In our study, the 1st monovalent booster resulted in substantial antibody levels with high avidity in all groups regardless of prior infection status. This underscores the significant benefit of a COVID-19 booster vaccination in all populations. Some studies show individuals with high-avidity antibodies have a longer interval between vaccination and breakthrough infection than those with low-avidity antibodies [18, 34, 46]. This observation implies that avidity could serve as another surrogate, like neutralizing antibodies, for the duration of protection post-vaccination [10, 11, 13, 22]. However, neutralizing antibodies in this population declined in our population [8, 27, 38] while avidity rose, indicating that neutralizing antibodies alone do not capture all aspects of immunity important for protection from severe infection or its consequences. Protection from high-avidity antibodies may help offset that loss from declining IgG levels months after vaccination as much as high IgG levels may compensate for low-avidity antibodies generated early after vaccination [31]. Furthermore, this increase in avidity occurred across all the strains tested. With SARS-CoV-2 being notorious for ever-emerging immune-evasive strains, a hope for the original monovalent vaccines remains protection through cross-reactivity. In a previous study, we reported the significant production of binding and neutralizing antibodies against the Omicron BA.1 variant by a booster dose of the monovalent Wuhan-based BNT162b2 mRNA vaccine [8]. In the present studies, the 1st and 2nd Wuhan-based monovalent BNT162b2 mRNA boosters significantly produced antibodies of high avidity index to the Delta and Omicron BA.1 strains, similar to the findings of Dapporto, et. al., in their study of post-mRNA vaccine recipients [35].

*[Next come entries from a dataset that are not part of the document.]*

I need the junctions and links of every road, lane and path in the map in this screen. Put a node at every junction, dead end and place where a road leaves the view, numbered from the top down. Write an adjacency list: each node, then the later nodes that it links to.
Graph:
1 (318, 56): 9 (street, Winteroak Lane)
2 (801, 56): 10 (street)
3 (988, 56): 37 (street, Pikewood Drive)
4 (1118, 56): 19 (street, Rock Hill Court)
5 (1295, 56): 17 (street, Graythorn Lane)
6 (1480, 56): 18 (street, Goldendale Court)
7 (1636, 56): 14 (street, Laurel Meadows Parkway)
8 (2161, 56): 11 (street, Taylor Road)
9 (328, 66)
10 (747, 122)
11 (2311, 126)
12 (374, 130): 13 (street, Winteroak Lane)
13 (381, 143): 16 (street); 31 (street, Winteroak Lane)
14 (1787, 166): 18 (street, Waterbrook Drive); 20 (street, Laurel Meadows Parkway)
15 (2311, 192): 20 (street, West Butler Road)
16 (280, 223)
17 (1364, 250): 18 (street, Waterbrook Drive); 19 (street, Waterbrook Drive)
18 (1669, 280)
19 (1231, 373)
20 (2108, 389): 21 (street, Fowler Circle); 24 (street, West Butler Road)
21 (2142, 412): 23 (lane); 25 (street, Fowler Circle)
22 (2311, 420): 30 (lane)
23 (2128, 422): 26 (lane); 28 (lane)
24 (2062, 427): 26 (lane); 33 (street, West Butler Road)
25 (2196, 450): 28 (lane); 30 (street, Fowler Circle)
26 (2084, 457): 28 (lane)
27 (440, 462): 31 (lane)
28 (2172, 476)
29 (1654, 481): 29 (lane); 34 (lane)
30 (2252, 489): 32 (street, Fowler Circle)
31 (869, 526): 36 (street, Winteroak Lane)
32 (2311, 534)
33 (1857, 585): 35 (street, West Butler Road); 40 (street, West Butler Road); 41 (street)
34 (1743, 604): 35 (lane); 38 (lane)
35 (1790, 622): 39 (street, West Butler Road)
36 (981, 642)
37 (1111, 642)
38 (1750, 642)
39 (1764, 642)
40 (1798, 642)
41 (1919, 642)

Furthermore, we observed a saturation effect in the avidity index across the booster doses, including the bivalent booster, already apparent in the prior infected groups. This may imply infection helps complete affinity maturation with the 1st booster. This observation aligns with studies that reported generating maximum avidity levels by the 1st mRNA vaccine booster dose [33] and that subsequent booster doses do not necessarily increase the breadth of the humoral response [47].

Our interpretation has limitations. First, a comparative study of a similar longitudinal follow-up of non-vaccinated convalescent subjects would add context to the findings in this study [32]. Nonetheless, vaccine-induced antibodies have been predicted to confer better protection against variants than comparable levels of infection-generated antibodies [24]. Secondly, avidity has been reported to be a predictor and correlates with the severity of COVID-19 [39, 48]. We did not assess such associations. Lastly, BA.1 and BA.4/5 immunity may not confer protection against other Omicron subvariants [49]. Thus, we still need avidity studies involving antibodies generated against other Omicron subvariants.

To our knowledge, this is the first study detailing the longitudinal kinetics of avidity maturation following vaccination from the primary series through 2 monovalent booster doses up to the bivalent doses in any age group. The observation of cross-variant highly avid antibodies by the monovalent booster doses underscores the importance of additional doses in this vulnerable population. Together with the significant impact of the 1st booster on the quality and breadth of antibody response, a 3-dose primary regimen could be more beneficial and should be given early consideration in future pandemics involving a neoantigen [50].